Researchers at the University of Hawaii listened to whale songs and watched their movement, discovering that while the marine mammals are in Hawaii, they move away from shore throughout the day and return to the nearshore in the evening. 

“Singers may be attempting to reduce the chances of their song being drowned out among the cacophony nearshore when whale numbers are high,” said Anke Kügler, who was a lead author of the study, according to a UH news release. “Further, we documented humpback whales moving closer to shore around sunset, possibly to avoid the offshore evening chorus of other animals.”

The researchers, who worked in partnership with NOAA’s Hawaii Islands Humpback Whale National Marine Sanctuary, published their findings in “Royal Society Open Science.” 
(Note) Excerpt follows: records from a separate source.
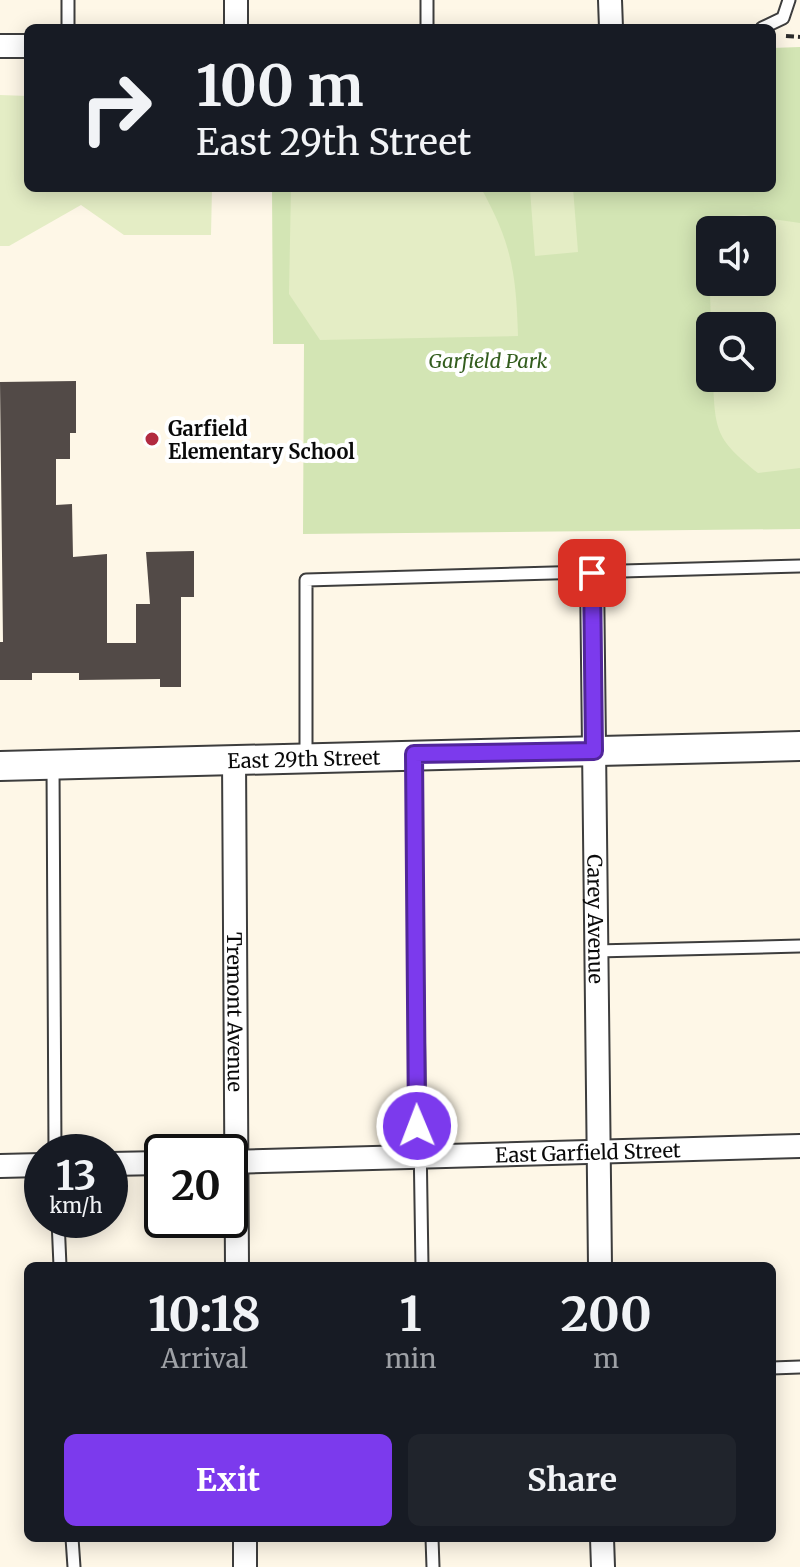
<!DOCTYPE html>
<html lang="en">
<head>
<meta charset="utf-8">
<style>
  body { margin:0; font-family:Merriweather,serif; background:#20242c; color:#f1f3f6; height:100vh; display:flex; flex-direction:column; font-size:30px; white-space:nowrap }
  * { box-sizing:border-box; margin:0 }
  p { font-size:26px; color:#9ea1a6 }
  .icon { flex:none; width:44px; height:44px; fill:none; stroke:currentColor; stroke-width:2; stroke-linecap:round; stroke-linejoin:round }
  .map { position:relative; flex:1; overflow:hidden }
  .panel { position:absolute; left:24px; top:1262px; width:752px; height:280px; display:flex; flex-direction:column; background:#171b24; border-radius:12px; box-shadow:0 4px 20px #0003 }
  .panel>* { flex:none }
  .banner { position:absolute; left:24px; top:24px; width:752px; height:168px; border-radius:12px; box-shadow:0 4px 20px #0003; background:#171b24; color:#f1f3f6; overflow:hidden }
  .tools { position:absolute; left:696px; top:216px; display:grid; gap:16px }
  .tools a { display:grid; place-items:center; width:80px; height:80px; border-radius:12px; background:#171b24; box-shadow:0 4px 20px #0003; font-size:40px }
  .speed { position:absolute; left:24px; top:1134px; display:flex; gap:16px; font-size:40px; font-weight:700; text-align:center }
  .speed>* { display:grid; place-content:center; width:104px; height:104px; border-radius:50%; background:#171b24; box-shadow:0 4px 20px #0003; line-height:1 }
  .speed small { font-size:20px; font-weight:400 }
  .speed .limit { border:4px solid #111; border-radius:12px; background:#fff; color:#111 }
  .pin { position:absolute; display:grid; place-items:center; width:68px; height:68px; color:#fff; margin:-34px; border-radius:16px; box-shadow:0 4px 12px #0006 }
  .me { position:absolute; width:88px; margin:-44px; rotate:359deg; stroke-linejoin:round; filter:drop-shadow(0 0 6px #0008) }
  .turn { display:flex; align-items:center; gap:28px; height:168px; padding:0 40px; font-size:36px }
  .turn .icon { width:104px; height:104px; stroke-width:2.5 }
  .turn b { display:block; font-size:56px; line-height:68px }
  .eta { display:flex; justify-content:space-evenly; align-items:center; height:136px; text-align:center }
  .eta b { font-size:48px; font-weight:700; line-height:56px }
  .button { display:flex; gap:16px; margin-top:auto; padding:16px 40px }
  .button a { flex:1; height:92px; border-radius:12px; background:#7c3aed; color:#fff; font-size:32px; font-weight:700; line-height:92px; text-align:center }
  .button a+a { background:#20242c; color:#f1f3f6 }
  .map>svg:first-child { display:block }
  .green { fill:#d3e5b4; fill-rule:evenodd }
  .pitch { fill:#e4edc5; fill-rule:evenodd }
  .building { fill:#524a47 }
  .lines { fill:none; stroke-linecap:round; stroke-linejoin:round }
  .service-casing { stroke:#3d3d3d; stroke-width:15 }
  .minor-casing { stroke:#3d3d3d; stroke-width:26 }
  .tertiary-casing { stroke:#3d3d3d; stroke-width:32 }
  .path { stroke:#2c2c2c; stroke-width:4; stroke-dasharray:8 4; stroke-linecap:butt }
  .service { stroke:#fff; stroke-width:11 }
  .minor { stroke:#fff; stroke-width:22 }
  .tertiary { stroke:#fff; stroke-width:28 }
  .route-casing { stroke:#51269a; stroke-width:20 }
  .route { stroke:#7c3aed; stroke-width:14 }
  .poi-dot { fill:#b22a40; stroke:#fff; stroke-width:3 }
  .labels { text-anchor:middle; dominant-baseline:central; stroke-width:8; stroke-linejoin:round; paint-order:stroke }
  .park-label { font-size:20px; font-style:italic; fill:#335d1e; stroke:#fff }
  .poi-label { font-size:20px; font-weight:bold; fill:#0a0a0a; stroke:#fff; text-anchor:start }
  .street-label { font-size:20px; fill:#0a0a0a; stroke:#fff }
</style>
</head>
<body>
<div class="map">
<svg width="800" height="1567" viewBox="0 0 800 1567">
  <rect width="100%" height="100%" fill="#fef7e7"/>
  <path class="green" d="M 800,47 L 800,529 L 303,534 L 304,344 L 273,344 L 272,188 L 772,188 L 772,48 ZM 710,230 L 762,230 L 762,282 L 710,282 ZM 710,326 L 762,326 L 762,378 L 710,378 Z"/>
  <g class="pitch">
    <polygon points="0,95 28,96 28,188 212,188 211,235 124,235 81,205 9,246 0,246"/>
    <path d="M 291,188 L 481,188 C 512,244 516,273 518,336 L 320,340 L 289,294 Z"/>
    <polygon points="573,188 578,252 535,256 530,190"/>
    <path d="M 744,215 L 800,223 L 800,468 L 758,473 C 716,439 715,432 713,378 L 762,378 L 762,326 L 711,326 L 708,218 ZM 762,230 L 762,282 L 710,282 L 710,230 Z"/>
  </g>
  <polygon class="building" points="76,381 76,433 70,433 70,459 56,459 56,505 72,504 73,557 107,554 107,643 136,643 136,604 150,604 146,552 194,551 194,597 181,597 181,687 160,687 160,679 79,680 79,673 32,673 32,680 0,680 0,642 3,642 0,382"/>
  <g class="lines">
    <g class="service-casing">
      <g id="service">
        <polyline points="68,0 68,28"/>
        <polyline points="427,0 427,28"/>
        <polyline points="762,28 783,18 789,0"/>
        <polyline points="414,755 422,1266"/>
        <polyline points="306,756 306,580 800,566"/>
        <polyline points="53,765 55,1152"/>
        <polyline points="596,951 800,946"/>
        <polyline points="58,1220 60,1266"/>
        <polyline points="772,1368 800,1367"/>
        <polyline points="72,1538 74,1567"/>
        <polyline points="432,1538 433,1567"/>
      </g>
    </g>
    <g class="minor-casing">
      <g id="minor">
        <polyline points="236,0 236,28"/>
        <polyline points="610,0 611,28"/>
        <polyline points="0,46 28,46"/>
        <path id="s1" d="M 592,573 L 600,1266"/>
        <path id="s2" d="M 234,758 L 237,1266"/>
        <path id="s3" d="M 230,1162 L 800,1146"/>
        <polyline points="110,1164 162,1163"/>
        <polyline points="0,1166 42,1165"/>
        <polyline points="245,1538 245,1567"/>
        <polyline points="602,1538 603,1567"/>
      </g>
    </g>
    <g class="tertiary-casing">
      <g id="tertiary">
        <path id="s4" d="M 0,766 L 800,746"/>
      </g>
    </g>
    <polyline class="path" points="786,36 800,37"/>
    <use href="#service" class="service"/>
    <use href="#minor" class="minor"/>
    <use href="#tertiary" class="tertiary"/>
  </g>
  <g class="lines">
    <g class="route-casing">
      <polyline id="route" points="417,1126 414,754 594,751 592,573"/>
    </g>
    <use href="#route" class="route"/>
  </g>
  <circle class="poi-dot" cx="152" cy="439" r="8"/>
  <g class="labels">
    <g class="park-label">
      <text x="488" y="360">Garfield Park</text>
    </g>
    <g class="poi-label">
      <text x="168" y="428">Garfield<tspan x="168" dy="23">Elementary School</tspan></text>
    </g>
    <g class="street-label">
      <text stroke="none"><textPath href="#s4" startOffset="304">East 29th Street</textPath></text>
      <text stroke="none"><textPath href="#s1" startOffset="346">Carey Avenue</textPath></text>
      <text stroke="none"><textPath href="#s2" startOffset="254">Tremont Avenue</textPath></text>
      <text stroke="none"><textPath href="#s3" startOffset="358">East Garfield Street</textPath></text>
    </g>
  </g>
</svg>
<div class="tools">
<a><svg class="icon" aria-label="sound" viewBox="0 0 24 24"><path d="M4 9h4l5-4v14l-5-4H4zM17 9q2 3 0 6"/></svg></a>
<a><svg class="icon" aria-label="search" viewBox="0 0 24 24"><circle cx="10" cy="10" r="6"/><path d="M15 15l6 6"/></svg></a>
</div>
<div class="speed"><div>13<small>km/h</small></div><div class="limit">20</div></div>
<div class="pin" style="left:592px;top:573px;background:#d93025"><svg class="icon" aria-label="arrive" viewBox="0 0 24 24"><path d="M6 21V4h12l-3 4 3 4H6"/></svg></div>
<svg class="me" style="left:417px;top:1126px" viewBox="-20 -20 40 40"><circle r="17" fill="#7c3aed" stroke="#fff" stroke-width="3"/><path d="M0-11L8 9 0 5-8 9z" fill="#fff"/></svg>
<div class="banner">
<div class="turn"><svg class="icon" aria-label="right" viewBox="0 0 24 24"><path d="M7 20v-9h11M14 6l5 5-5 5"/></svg><div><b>100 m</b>East 29th Street</div></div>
</div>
<section class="panel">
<div class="eta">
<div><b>10:18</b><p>Arrival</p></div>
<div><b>1</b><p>min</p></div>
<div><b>200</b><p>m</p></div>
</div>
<div class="button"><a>Exit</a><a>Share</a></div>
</section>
</div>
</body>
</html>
Whale songs are believed to be important for breeding. The study provides insight into how male whales navigate an environment with acoustic commotion. Researchers identified potential reasons for the whales' daily onshore-offshore migrations, including that nearshore environments are too crowded with whales during the day and offshore areas are too noisy with sounds from other animals in the evening. 

“Discussions of noise pollution related to marine mammals have been dominated by concerns over anthropogenic noise,” said Kügler. "How natural sounds, including from other humpback whales, may interfere with their singing has been mostly overlooked. Humpback whales rely on acoustic signals. We explored possible causes of the observed patterns, which helps us understand how these whales adopt behavioral strategies that reduce interference from loud environments."